A new era beckons for Newcastle on Sunday when a packed St James' Park will witness the Magpies' first match since a takeover led by the Saudi sovereign wealth fund took control of the club.
Saudi-owned Newcastle begin bold bid for 'superpower' status
Newcastle host Tottenham on Sunday in the first match since the club was taken over by a consortium led by the Saudi sovereign wealth fund
Amanda Staveley, one of Newcastle's new directors, says the consortium's ambition is to turn the struggling club into Premier League champions within the next decade.
But there is a stark contrast between where Newcastle are ahead of Tottenham's visit to Tyneside this weekend and where the Saudi Public Investment Fund (PIF) wants to take them.
Newcastle sit second bottom of the table, without a win in their opening seven league games this season.
Steve Bruce will take charge of the 1,000th match of his managerial career against Tottenham after he was given a reprieve on Friday amid speculation he was set to be sacked.
However, a statement issued by Staveley suggested it remains a matter of when, not if, Bruce is dismissed.
"Change does not always happen overnight -- it demands time and that we follow a carefully considered plan and strategy," she said.
"Steve has been very professional in our dealings with him and he and his coaching team will take the team on Sunday. If we make any changes going forward, Steve will be the first to know."
Most Newcastle fans will shed no tears when Bruce's time in charge comes to an end.

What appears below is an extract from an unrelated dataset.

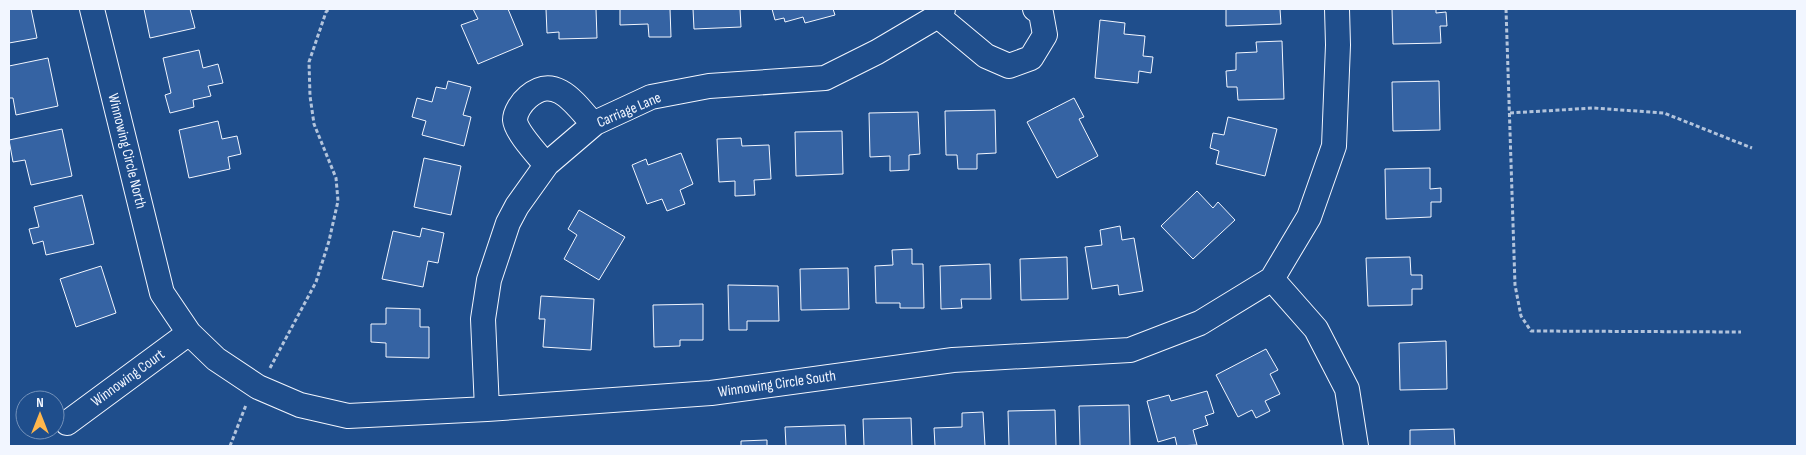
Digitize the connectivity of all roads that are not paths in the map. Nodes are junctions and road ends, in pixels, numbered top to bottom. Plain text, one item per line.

A recent poll from the Newcastle United Supporters Trust found that 94 percent of fans wanted him to resign.
Bruce's continued presence is unlikely to sour a jubilant atmosphere among the fans.
Thousands descended on St James' Park when the takeover was finalised just over a week ago, celebrating the end of Mike Ashley's miserable 14-year reign as owner, as well as the potential of becoming one of the most powerful clubs in Europe.
"The most important thing for the fans is to see their team win a game and I know they'll be right behind the players in an atmosphere which I doubt we'll have witnessed at St James' Park in a long time," Bruce said on Friday.
Abu-Dhabi backed Manchester City and Qatari-owned Paris Saint-Germain have shown how huge investment from the Middle East can propel unheralded clubs into Europe's elite.
"If we only talk about football then in the long term, of course, we have to say that they are going to be a superpower," conceded Liverpool manager Jurgen Klopp.
Liverpool are one of a number of Premier League clubs reportedly angered by the decision to give the takeover the green light.
That may be borne solely out of self-interest, with the already fierce competition for the Premier League title and places in the Champions League set to become even tougher.
But others have also voiced concerns, with Amnesty International describing the deal as "an extremely bitter blow for human rights defenders".
"The way the Premier League waved this deal through raises a host of deeply troubling questions about sportswashing, about human rights and sport, and about the integrity of English football," said Amnesty International UK's CEO Sacha Deshmukh.
Amnesty has also raised concerns about the ownership structure of the club.
The takeover was rubber-stamped by the Premier League after it received legally binding assurances that Saudi Arabia's PIF was not acting on behalf of the kingdom's government.
That is despite the fact that Crown Prince Mohammed bin Salman is the PIF board's chairman.
Sunday is the first step towards what Newcastle hope will be a glorious future on the pitch.
Off it, the questions are likely to linger.